"""

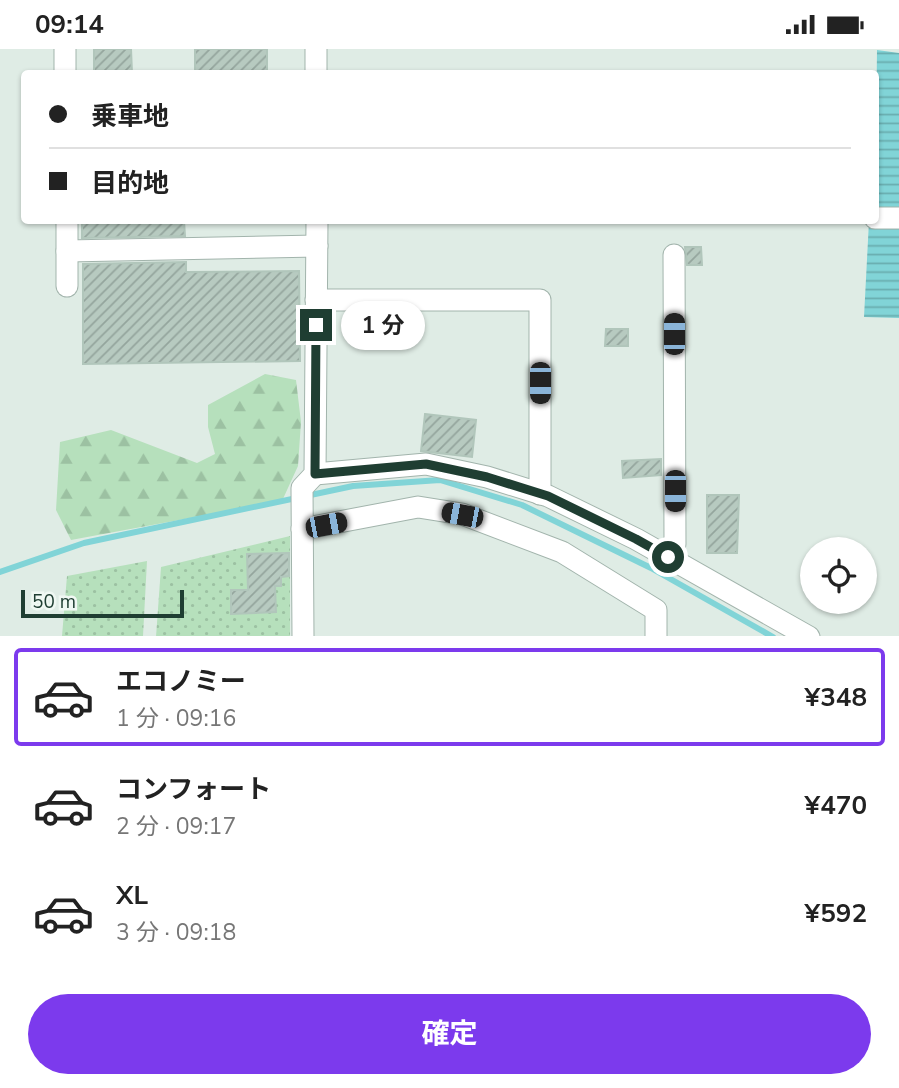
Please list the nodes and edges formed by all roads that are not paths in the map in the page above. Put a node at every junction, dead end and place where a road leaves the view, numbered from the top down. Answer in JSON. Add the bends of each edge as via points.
{"nodes":[{"id":1,"x":65,"y":49,"type":"edge"},
{"id":2,"x":316,"y":49,"type":"edge"},
{"id":3,"x":65,"y":70,"type":"edge"},
{"id":4,"x":316,"y":70,"type":"edge"},
{"id":5,"x":879,"y":218,"type":"edge"},
{"id":6,"x":899,"y":218,"type":"edge"},
{"id":7,"x":67,"y":224,"type":"edge"},
{"id":8,"x":317,"y":224,"type":"edge"},
{"id":9,"x":317,"y":246,"type":"junction"},
{"id":10,"x":67,"y":251,"type":"junction"},
{"id":11,"x":674,"y":255,"type":"dead end"},
{"id":12,"x":67,"y":286,"type":"dead end"},
{"id":13,"x":316,"y":300,"type":"junction"},
{"id":14,"x":315,"y":474,"type":"junction"},
{"id":15,"x":540,"y":494,"type":"junction"},
{"id":16,"x":302,"y":529,"type":"junction"},
{"id":17,"x":668,"y":557,"type":"junction"},
{"id":18,"x":303,"y":636,"type":"edge"},
{"id":19,"x":656,"y":636,"type":"edge"},
{"id":20,"x":809,"y":636,"type":"edge"}],
"edges":[{"from":1,"to":3,"type":"street"},
{"from":2,"to":4,"type":"street"},
{"from":5,"to":6,"type":"street"},
{"from":7,"to":10,"type":"street"},
{"from":8,"to":9,"type":"street"},
{"from":9,"to":10,"type":"street"},
{"from":9,"to":13,"type":"street"},
{"from":10,"to":12,"type":"street"},
{"from":11,"to":17,"type":"street","via":[[675,544]]},
{"from":13,"to":14,"type":"street"},
{"from":13,"to":15,"type":"street","via":[[540,300]]},
{"from":14,"to":15,"type":"street","via":[[426,464]]},
{"from":14,"to":16,"type":"street","via":[[302,488]]},
{"from":15,"to":17,"type":"street"},
{"from":16,"to":18,"type":"street"},
{"from":16,"to":19,"type":"street","via":[[418,507],[462,515],[562,552],[656,610]]},
{"from":17,"to":20,"type":"street"}]}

"""

_Work required:_ Without the pictures, give every line of the data again, exactly as written.

_Response for this exercise:_
Please list the nodes and edges formed by all roads that are not paths in the map in the page above. Put a node at every junction, dead end and place where a road leaves the view, numbered from the top down. Answer in JSON. Add the bends of each edge as via points.
{"nodes":[{"id":1,"x":65,"y":49,"type":"edge"},
{"id":2,"x":316,"y":49,"type":"edge"},
{"id":3,"x":65,"y":70,"type":"edge"},
{"id":4,"x":316,"y":70,"type":"edge"},
{"id":5,"x":879,"y":218,"type":"edge"},
{"id":6,"x":899,"y":218,"type":"edge"},
{"id":7,"x":67,"y":224,"type":"edge"},
{"id":8,"x":317,"y":224,"type":"edge"},
{"id":9,"x":317,"y":246,"type":"junction"},
{"id":10,"x":67,"y":251,"type":"junction"},
{"id":11,"x":674,"y":255,"type":"dead end"},
{"id":12,"x":67,"y":286,"type":"dead end"},
{"id":13,"x":316,"y":300,"type":"junction"},
{"id":14,"x":315,"y":474,"type":"junction"},
{"id":15,"x":540,"y":494,"type":"junction"},
{"id":16,"x":302,"y":529,"type":"junction"},
{"id":17,"x":668,"y":557,"type":"junction"},
{"id":18,"x":303,"y":636,"type":"edge"},
{"id":19,"x":656,"y":636,"type":"edge"},
{"id":20,"x":809,"y":636,"type":"edge"}],
"edges":[{"from":1,"to":3,"type":"street"},
{"from":2,"to":4,"type":"street"},
{"from":5,"to":6,"type":"street"},
{"from":7,"to":10,"type":"street"},
{"from":8,"to":9,"type":"street"},
{"from":9,"to":10,"type":"street"},
{"from":9,"to":13,"type":"street"},
{"from":10,"to":12,"type":"street"},
{"from":11,"to":17,"type":"street","via":[[675,544]]},
{"from":13,"to":14,"type":"street"},
{"from":13,"to":15,"type":"street","via":[[540,300]]},
{"from":14,"to":15,"type":"street","via":[[426,464]]},
{"from":14,"to":16,"type":"street","via":[[302,488]]},
{"from":15,"to":17,"type":"street"},
{"from":16,"to":18,"type":"street"},
{"from":16,"to":19,"type":"street","via":[[418,507],[462,515],[562,552],[656,610]]},
{"from":17,"to":20,"type":"street"}]}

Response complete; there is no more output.